■ **WHAT YOU ARE ASKED TO DO**
Show all lines from the data that include the word "Çağatay".

━━━ SOURCE INFORMATION ━━━

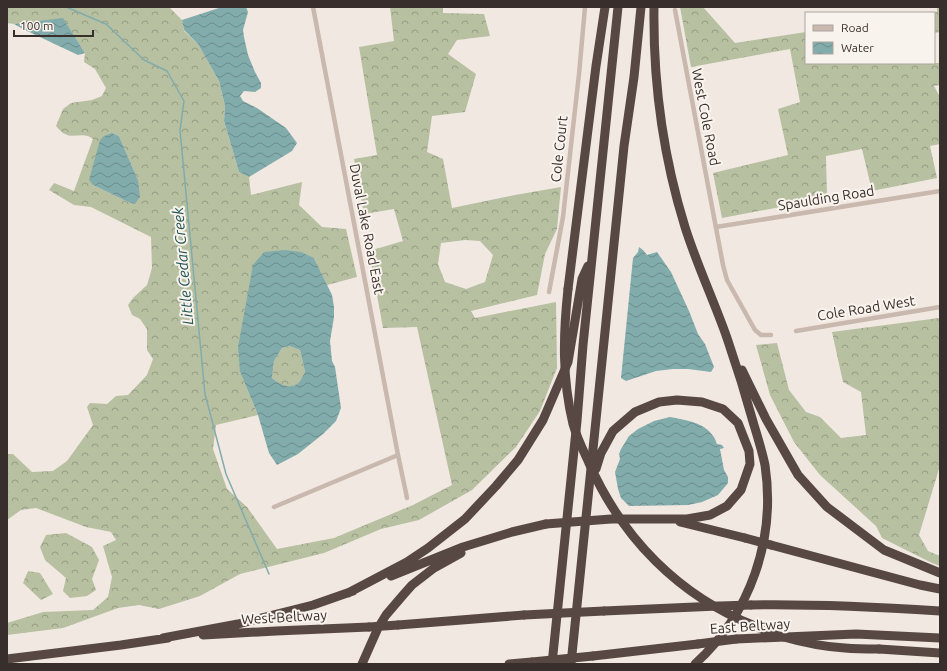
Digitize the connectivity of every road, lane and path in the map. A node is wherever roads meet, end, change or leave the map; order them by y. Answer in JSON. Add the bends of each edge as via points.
{"nodes":[{"id":1,"x":313,"y":7,"type":"edge"},
{"id":2,"x":585,"y":7,"type":"edge"},
{"id":3,"x":605,"y":7,"type":"edge"},
{"id":4,"x":618,"y":7,"type":"edge"},
{"id":5,"x":641,"y":7,"type":"edge"},
{"id":6,"x":654,"y":7,"type":"edge"},
{"id":7,"x":675,"y":10,"type":"dead end"},
{"id":8,"x":940,"y":191,"type":"edge"},
{"id":9,"x":716,"y":227,"type":"junction"},
{"id":10,"x":592,"y":259,"type":"junction"},
{"id":11,"x":549,"y":292,"type":"dead end"},
{"id":12,"x":940,"y":307,"type":"edge"},
{"id":13,"x":796,"y":331,"type":"dead end"},
{"id":14,"x":771,"y":335,"type":"dead end"},
{"id":15,"x":727,"y":338,"type":"junction"},
{"id":16,"x":398,"y":455,"type":"junction"},
{"id":17,"x":590,"y":487,"type":"junction"},
{"id":18,"x":407,"y":498,"type":"dead end"},
{"id":19,"x":274,"y":507,"type":"dead end"},
{"id":20,"x":667,"y":518,"type":"junction"},
{"id":21,"x":512,"y":532,"type":"junction"},
{"id":22,"x":940,"y":573,"type":"edge"},
{"id":23,"x":940,"y":589,"type":"edge"},
{"id":24,"x":348,"y":593,"type":"junction"},
{"id":25,"x":940,"y":611,"type":"edge"},
{"id":26,"x":564,"y":613,"type":"joint"},
{"id":27,"x":162,"y":638,"type":"junction"},
{"id":28,"x":940,"y":638,"type":"edge"},
{"id":29,"x":940,"y":653,"type":"edge"},
{"id":30,"x":7,"y":659,"type":"edge"},
{"id":31,"x":362,"y":664,"type":"edge"},
{"id":32,"x":509,"y":664,"type":"edge"},
{"id":33,"x":552,"y":664,"type":"edge"},
{"id":34,"x":571,"y":664,"type":"edge"},
{"id":35,"x":695,"y":664,"type":"edge"}],
"edges":[{"from":1,"to":16,"type":"street","name":"Duval Lake Road East"},
{"from":2,"to":11,"type":"street","name":"Cole Court","via":[[563,217]]},
{"from":3,"to":29,"type":"highway","bridge":true,"via":[[568,289],[564,360],[568,401],[578,442],[605,497],[625,527],[651,557],[689,590],[747,624],[779,636],[816,645]]},
{"from":4,"to":10,"type":"highway"},
{"from":5,"to":17,"type":"highway","via":[[624,146]]},
{"from":6,"to":15,"type":"highway","via":[[660,110],[674,188]]},
{"from":7,"to":9,"type":"street","name":"West Cole Road"},
{"from":8,"to":9,"type":"street","name":"Spaulding Road"},
{"from":9,"to":14,"type":"street","via":[[727,280],[755,330],[761,334]]},
{"from":10,"to":24,"type":"highway","via":[[582,278],[568,362],[543,420],[518,460],[465,519],[428,548]]},
{"from":10,"to":33,"type":"highway"},
{"from":12,"to":13,"type":"street","name":"Cole Road West"},
{"from":15,"to":22,"type":"highway","via":[[766,419],[798,475],[827,507],[884,550]]},
{"from":15,"to":35,"type":"highway","via":[[763,458],[767,486],[767,526],[759,564],[744,600],[725,631]]},
{"from":16,"to":18,"type":"street","name":"Duval Lake Road East"},
{"from":16,"to":19,"type":"street"},
{"from":17,"to":20,"type":"highway","via":[[601,453],[613,431],[634,412],[659,402],[677,400],[702,402],[723,409],[738,423],[749,451],[750,464],[740,490],[727,506],[710,515],[687,519]]},
{"from":17,"to":34,"type":"highway"},
{"from":20,"to":21,"type":"highway","bridge":true,"via":[[546,524]]},
{"from":20,"to":23,"type":"highway","bridge":true},
{"from":21,"to":24,"type":"highway","via":[[463,547]]},
{"from":21,"to":31,"type":"highway","via":[[459,554],[434,568],[412,585],[386,615]]},
{"from":24,"to":27,"type":"highway","via":[[313,605],[238,624]]},
{"from":25,"to":26,"type":"highway","name":"East Beltway","bridge":true,"via":[[790,604]]},
{"from":26,"to":27,"type":"highway","name":"West Beltway","bridge":true},
{"from":27,"to":30,"type":"highway","name":"West Beltway"},
{"from":28,"to":32,"type":"highway","name":"East Beltway","bridge":true,"via":[[856,634],[736,639]]}]}
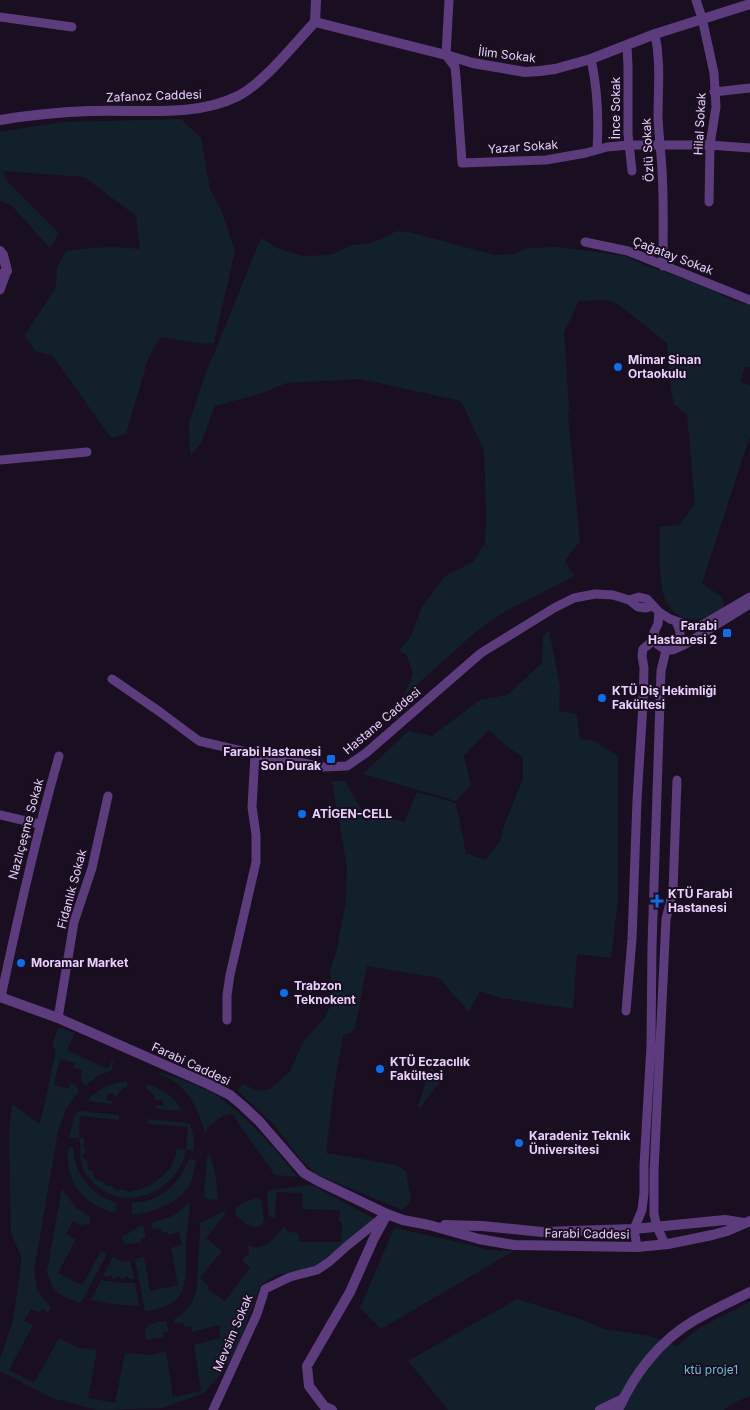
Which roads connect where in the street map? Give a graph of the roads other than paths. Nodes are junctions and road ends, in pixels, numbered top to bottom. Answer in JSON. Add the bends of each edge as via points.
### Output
{"nodes":[{"id":1,"x":316,"y":0,"type":"edge"},
{"id":2,"x":449,"y":0,"type":"edge"},
{"id":3,"x":696,"y":0,"type":"edge"},
{"id":4,"x":750,"y":4,"type":"edge"},
{"id":5,"x":0,"y":17,"type":"edge"},
{"id":6,"x":702,"y":18,"type":"junction"},
{"id":7,"x":315,"y":22,"type":"junction"},
{"id":8,"x":72,"y":27,"type":"dead end"},
{"id":9,"x":655,"y":34,"type":"junction"},
{"id":10,"x":626,"y":45,"type":"junction"},
{"id":11,"x":446,"y":55,"type":"junction"},
{"id":12,"x":591,"y":59,"type":"junction"},
{"id":13,"x":750,"y":88,"type":"edge"},
{"id":14,"x":714,"y":92,"type":"junction"},
{"id":15,"x":0,"y":120,"type":"edge"},
{"id":16,"x":629,"y":144,"type":"junction"},
{"id":17,"x":659,"y":145,"type":"junction"},
{"id":18,"x":710,"y":145,"type":"junction"},
{"id":19,"x":750,"y":148,"type":"edge"},
{"id":20,"x":597,"y":150,"type":"junction"},
{"id":21,"x":632,"y":170,"type":"dead end"},
{"id":22,"x":709,"y":202,"type":"dead end"},
{"id":23,"x":585,"y":242,"type":"dead end"},
{"id":24,"x":0,"y":252,"type":"edge"},
{"id":25,"x":664,"y":266,"type":"junction"},
{"id":26,"x":3,"y":273,"type":"edge"},
{"id":27,"x":0,"y":290,"type":"edge"},
{"id":28,"x":750,"y":300,"type":"edge"},
{"id":29,"x":87,"y":452,"type":"dead end"},
{"id":30,"x":0,"y":460,"type":"edge"},
{"id":31,"x":750,"y":596,"type":"edge"},
{"id":32,"x":750,"y":604,"type":"edge"},
{"id":33,"x":656,"y":609,"type":"junction"},
{"id":34,"x":673,"y":621,"type":"junction"},
{"id":35,"x":658,"y":624,"type":"junction"},
{"id":36,"x":655,"y":639,"type":"junction"},
{"id":37,"x":676,"y":648,"type":"junction"},
{"id":38,"x":666,"y":650,"type":"junction"},
{"id":39,"x":112,"y":679,"type":"dead end"},
{"id":40,"x":255,"y":754,"type":"junction"},
{"id":41,"x":59,"y":756,"type":"dead end"},
{"id":42,"x":677,"y":780,"type":"dead end"},
{"id":43,"x":108,"y":796,"type":"dead end"},
{"id":44,"x":0,"y":815,"type":"edge"},
{"id":45,"x":39,"y":824,"type":"junction"},
{"id":46,"x":1,"y":997,"type":"edge"},
{"id":47,"x":626,"y":1011,"type":"dead end"},
{"id":48,"x":58,"y":1018,"type":"junction"},
{"id":49,"x":227,"y":1020,"type":"dead end"},
{"id":50,"x":386,"y":1214,"type":"junction"},
{"id":51,"x":747,"y":1222,"type":"edge"},
{"id":52,"x":429,"y":1225,"type":"junction"},
{"id":53,"x":657,"y":1227,"type":"junction"},
{"id":54,"x":634,"y":1229,"type":"junction"},
{"id":55,"x":665,"y":1244,"type":"junction"},
{"id":56,"x":637,"y":1247,"type":"junction"},
{"id":57,"x":750,"y":1292,"type":"edge"},
{"id":58,"x":623,"y":1399,"type":"junction"},
{"id":59,"x":213,"y":1410,"type":"edge"},
{"id":60,"x":332,"y":1410,"type":"edge"},
{"id":61,"x":600,"y":1410,"type":"edge"},
{"id":62,"x":618,"y":1410,"type":"edge"}],
"edges":[{"from":1,"to":7,"type":"street"},
{"from":2,"to":11,"type":"street","name":"Yazar Sokak"},
{"from":3,"to":6,"type":"street","name":"Hilal Sokak"},
{"from":4,"to":6,"type":"street","name":"İlim Sokak"},
{"from":5,"to":8,"type":"street"},
{"from":6,"to":9,"type":"street","name":"İlim Sokak"},
{"from":6,"to":14,"type":"street","name":"Hilal Sokak","via":[[714,73]]},
{"from":7,"to":11,"type":"street","name":"İlim Sokak"},
{"from":7,"to":15,"type":"street","name":"Zafanoz Caddesi","via":[[264,76],[239,95],[211,106],[177,110],[49,113]]},
{"from":9,"to":10,"type":"street","name":"İlim Sokak"},
{"from":9,"to":17,"type":"street","name":"Özlü Sokak","via":[[660,54]]},
{"from":10,"to":12,"type":"street","name":"İlim Sokak"},
{"from":10,"to":16,"type":"street","name":"İnce Sokak"},
{"from":11,"to":12,"type":"street","name":"İlim Sokak","via":[[525,72],[555,69]]},
{"from":11,"to":20,"type":"street","name":"Yazar Sokak","via":[[455,67],[462,163],[546,160]]},
{"from":12,"to":20,"type":"street","via":[[599,104]]},
{"from":13,"to":14,"type":"street"},
{"from":14,"to":18,"type":"street","name":"Hilal Sokak","via":[[716,107]]},
{"from":16,"to":17,"type":"street","name":"Yazar Sokak"},
{"from":16,"to":20,"type":"street","name":"Yazar Sokak"},
{"from":16,"to":21,"type":"street","name":"İnce Sokak"},
{"from":17,"to":18,"type":"street","name":"Yazar Sokak"},
{"from":17,"to":25,"type":"street","name":"Özlü Sokak"},
{"from":18,"to":19,"type":"street","name":"Yazar Sokak"},
{"from":18,"to":22,"type":"street","name":"Hilal Sokak"},
{"from":23,"to":25,"type":"street","name":"Çağatay Sokak","via":[[628,251]]},
{"from":24,"to":26,"type":"street","via":[[3,254]]},
{"from":25,"to":28,"type":"street","name":"Çağatay Sokak"},
{"from":26,"to":27,"type":"street"},
{"from":29,"to":30,"type":"street"},
{"from":31,"to":34,"type":"street","name":"Hastane Caddesi","via":[[698,627]]},
{"from":32,"to":37,"type":"street"},
{"from":33,"to":34,"type":"street","name":"Hastane Caddesi"},
{"from":33,"to":35,"type":"street"},
{"from":33,"to":40,"type":"street","name":"Hastane Caddesi","via":[[638,607],[629,600],[612,595],[595,594],[574,598],[554,608],[481,653],[347,766],[324,767]]},
{"from":34,"to":35,"type":"street"},
{"from":34,"to":37,"type":"street","via":[[681,632]]},
{"from":35,"to":36,"type":"street"},
{"from":36,"to":38,"type":"street"},
{"from":36,"to":47,"type":"street","via":[[643,649],[642,656],[643,704]]},
{"from":37,"to":38,"type":"street"},
{"from":38,"to":54,"type":"street","via":[[661,671],[644,1193],[642,1210]]},
{"from":39,"to":40,"type":"street","name":"Hastane Caddesi","via":[[199,741]]},
{"from":40,"to":49,"type":"street","via":[[252,807],[256,862],[230,975]]},
{"from":41,"to":45,"type":"street","name":"Nazlıçeşme Sokak"},
{"from":42,"to":53,"type":"street","via":[[673,891],[666,918],[656,1133],[654,1214]]},
{"from":43,"to":48,"type":"street","name":"Fidanlık Sokak","via":[[92,868],[74,922]]},
{"from":44,"to":45,"type":"street"},
{"from":45,"to":46,"type":"street","name":"Nazlıçeşme Sokak"},
{"from":46,"to":48,"type":"street","name":"Farabi Caddesi"},
{"from":48,"to":50,"type":"street","name":"Farabi Caddesi","via":[[230,1096],[259,1121],[304,1173]]},
{"from":50,"to":52,"type":"street","name":"Farabi Caddesi"},
{"from":50,"to":59,"type":"street","name":"Mevsim Sokak","via":[[317,1270],[290,1277],[265,1290]]},
{"from":50,"to":60,"type":"street","via":[[350,1292],[307,1366],[309,1386],[324,1406]]},
{"from":51,"to":53,"type":"street","name":"Farabi Caddesi","via":[[725,1220]]},
{"from":51,"to":55,"type":"street","name":"Farabi Caddesi","via":[[720,1233]]},
{"from":52,"to":54,"type":"street","name":"Farabi Caddesi","via":[[542,1232]]},
{"from":52,"to":56,"type":"street","name":"Farabi Caddesi","via":[[514,1245]]},
{"from":53,"to":54,"type":"street","name":"Farabi Caddesi"},
{"from":53,"to":55,"type":"street"},
{"from":54,"to":56,"type":"street"},
{"from":55,"to":56,"type":"street","name":"Farabi Caddesi"},
{"from":57,"to":58,"type":"street","via":[[675,1333],[639,1372]]},
{"from":58,"to":61,"type":"street"},
{"from":58,"to":62,"type":"street"}]}
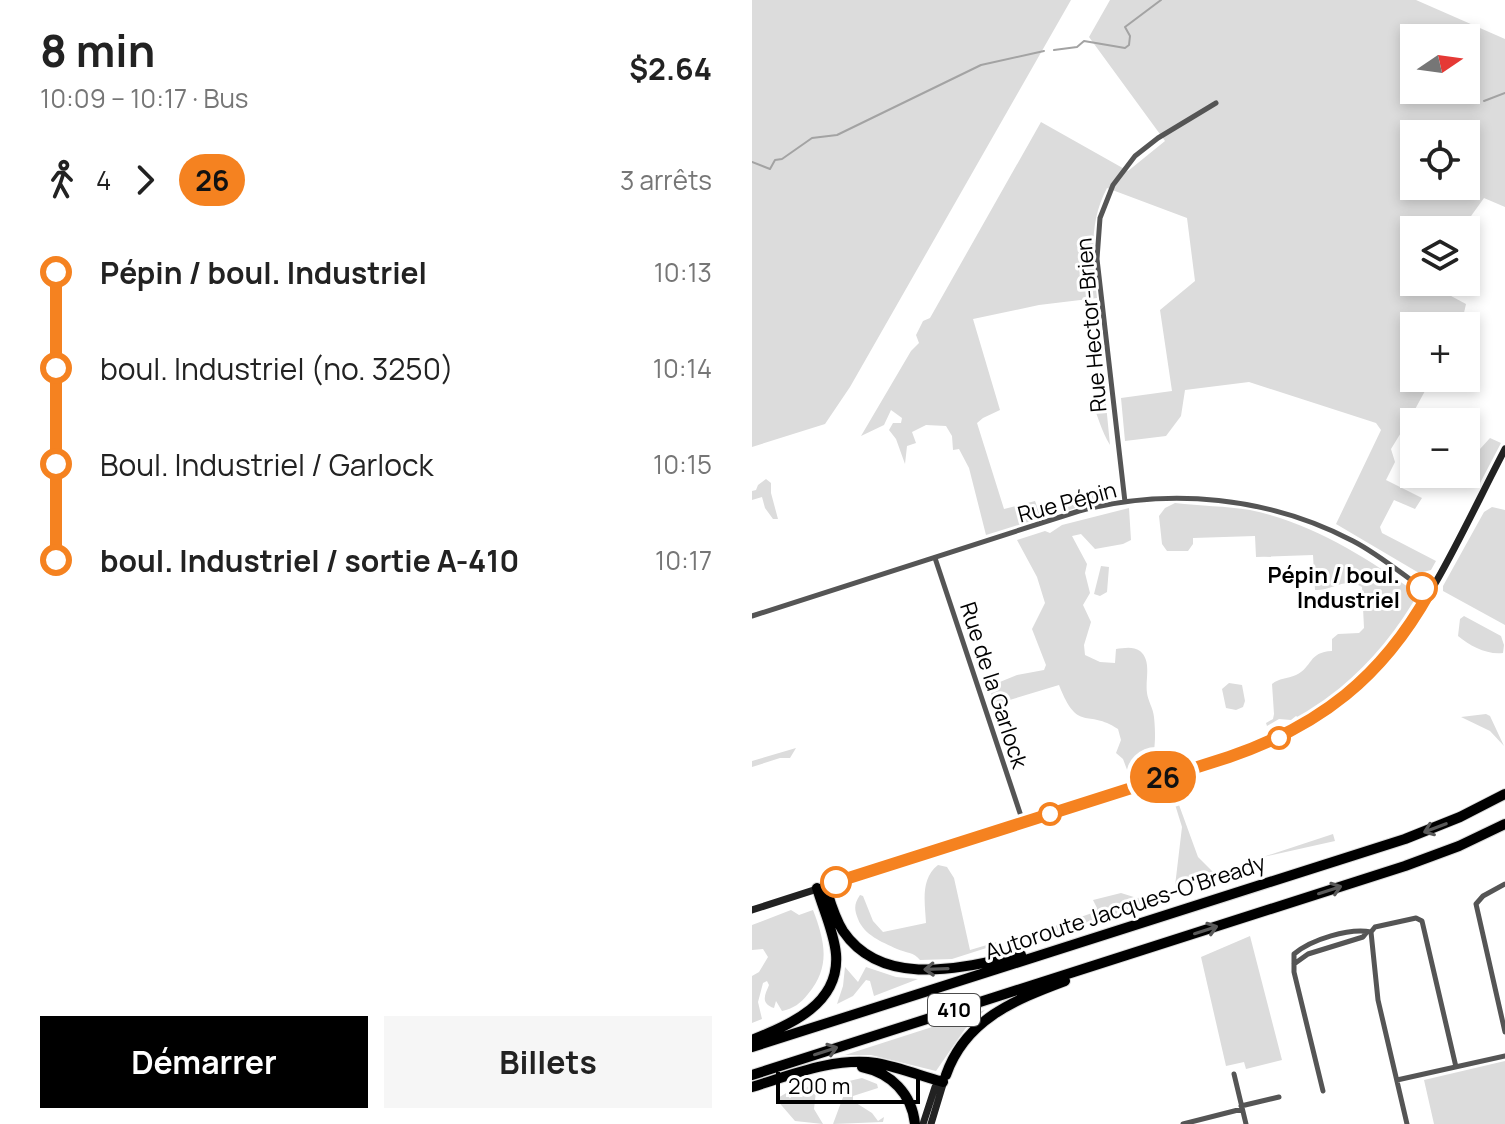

━━━

■ **SOLUTION**
{"from":23,"to":25,"type":"street","name":"Çağatay Sokak","via":[[628,251]]},
{"from":25,"to":28,"type":"street","name":"Çağatay Sokak"},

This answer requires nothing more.